1. Introduction
In recent years, with the rapid development of renewable energy resources, a new type of electric power system characterized by cleanliness, low carbon emissions, intelligent friendliness, and interactive openness has gradually taken shape. Against the backdrop of this new electric power system, the intermittency, volatility, and uncertainty of a high proportion of renewable energy sources have led to the “trilemma” of energy security, economy, and sustainability. Navigating this predicament has become a significant challenge for grid dispatch departments [
1]. Grid dispatching strategies, according to their temporal scale, can be divided into day-ahead scheduling, intra-day scheduling, and real-time scheduling. Among these, real-time scheduling, which demands the highest computational timeliness, further corrects the outcomes of day-ahead and intra-day scheduling based on accurate ultra-short-term forecasts of renewable energy sources and loads. However, the real-time dispatch has limited capabilities for mobilizing the flexible resources of units within a short timeframe [
2], and it is challenging to precisely achieve power balance and meet the N-1 operating requirements [
3], especially in scenarios with a high proportion of renewable energy.
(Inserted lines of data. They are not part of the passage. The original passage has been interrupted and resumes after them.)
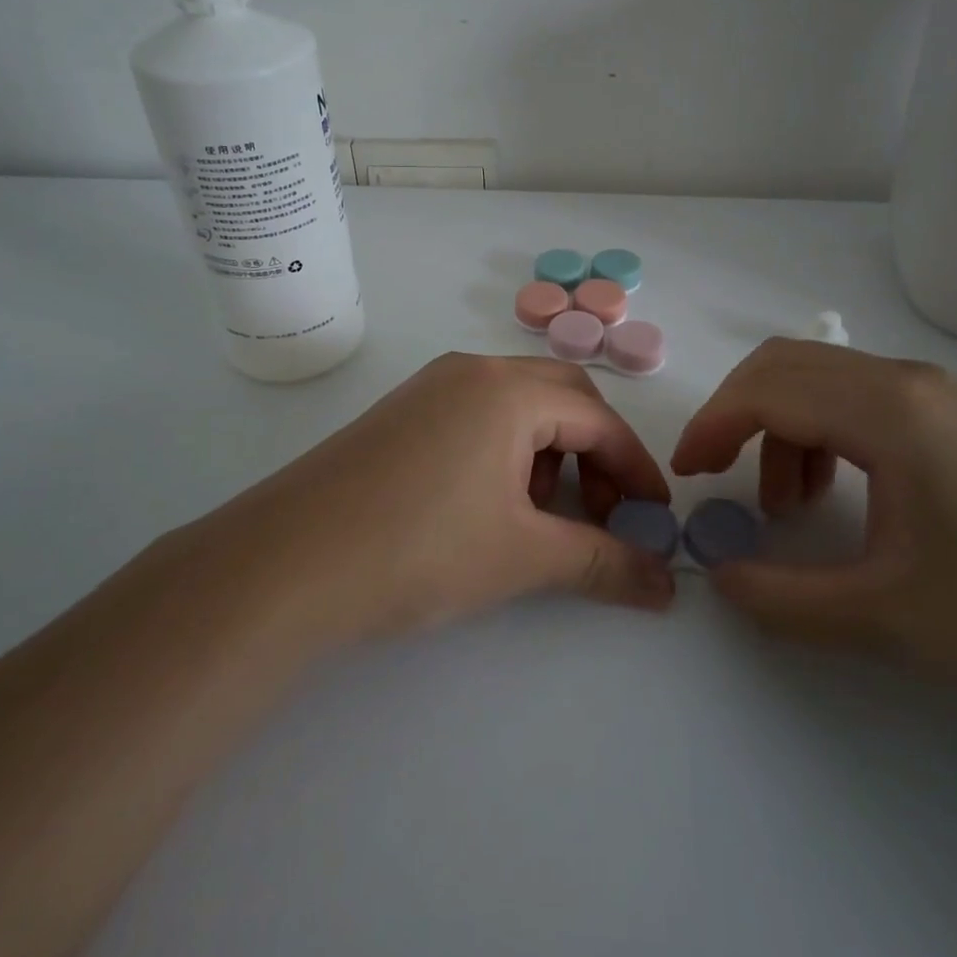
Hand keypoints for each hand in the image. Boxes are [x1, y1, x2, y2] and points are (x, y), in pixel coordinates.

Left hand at [207, 353, 675, 646]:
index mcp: (508, 390)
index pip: (600, 421)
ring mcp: (431, 386)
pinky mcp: (402, 410)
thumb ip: (603, 563)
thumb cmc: (420, 549)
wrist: (289, 561)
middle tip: (603, 510)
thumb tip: (667, 585)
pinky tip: (489, 502)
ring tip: (539, 514)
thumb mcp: (522, 557)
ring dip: (550, 450)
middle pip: (563, 397)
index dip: (636, 471)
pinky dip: (507, 448)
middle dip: (596, 451)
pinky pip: (478, 413)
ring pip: (519, 403)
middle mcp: (472, 371)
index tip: (655, 518)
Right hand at [671, 339, 956, 688]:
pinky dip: (823, 432)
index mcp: (886, 411)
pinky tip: (843, 493)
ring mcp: (936, 392)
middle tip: (716, 473)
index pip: (767, 390)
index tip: (687, 474)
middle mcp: (905, 381)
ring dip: (782, 427)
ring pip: (823, 379)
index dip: (712, 426)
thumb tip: (721, 577)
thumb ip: (786, 601)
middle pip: (786, 364)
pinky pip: (861, 398)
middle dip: (736, 414)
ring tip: (790, 505)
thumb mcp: (889, 619)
Therefore, designing a secure and efficient real-time dispatch method for modern power systems is of crucial importance.
Traditional power grid scheduling primarily employs model-driven approaches, constructing power system models that account for typical operational scenarios. These models are utilized to analyze and optimize grid operation strategies against various system constraints based on the model [
4,
5,
6,
7,
8]: scheduling methods based on grid expert strategies [
4] typically utilize models incorporating a limited number of grid forecast scenarios for offline fault analysis, identifying system vulnerabilities, and then formulating scheduling plans based on dispatchers’ personal experience [
5]. However, grid expert strategy methods struggle to promptly address real-time safety issues in scenarios with a high proportion of renewable energy sources and are insufficiently adaptable; moreover, traditional methods have a low level of intelligence, with decision-making being prone to human error [
5]. Scheduling methods based on mathematical optimization algorithms, with solving techniques primarily including robust optimization [
6], stochastic programming [
7], and chance-constrained programming [
8]. Reference [
6] utilizes robust optimization to establish a grid scheduling model considering the uncertainty of wind power output, yet this method generates overly conservative scheduling decisions due to its strict adherence to operational safety constraints during the solution process, failing to fully exploit the system’s potential to absorb renewable energy sources. Reference [
7] applies stochastic programming to transform a grid scheduling model with wind power output uncertainty into a deterministic scheduling model for a solution, but this method faces challenges due to the uncertainty of renewable energy outputs and the large scale of probabilistic modeling. Reference [
8] describes wind power output uncertainty using a Gaussian mixture model and proposes a chance-constrained programming scheduling method, converting hard constraints in the solution model to soft constraints and allowing for certain degrees of safety constraint violations, but this method requires the determination of the probability distribution of wind power output, leading to certain errors in scheduling results. Overall, traditional model-driven scheduling methods are essentially a static, deterministic decision-making paradigm. Against the background of the continuously increasing penetration rate of renewable energy, their fundamental deficiencies are manifested in the following aspects: the decision-making mechanism is rigid and lacks adaptability, and there is a fundamental conflict between computational complexity and the requirement for real-time performance.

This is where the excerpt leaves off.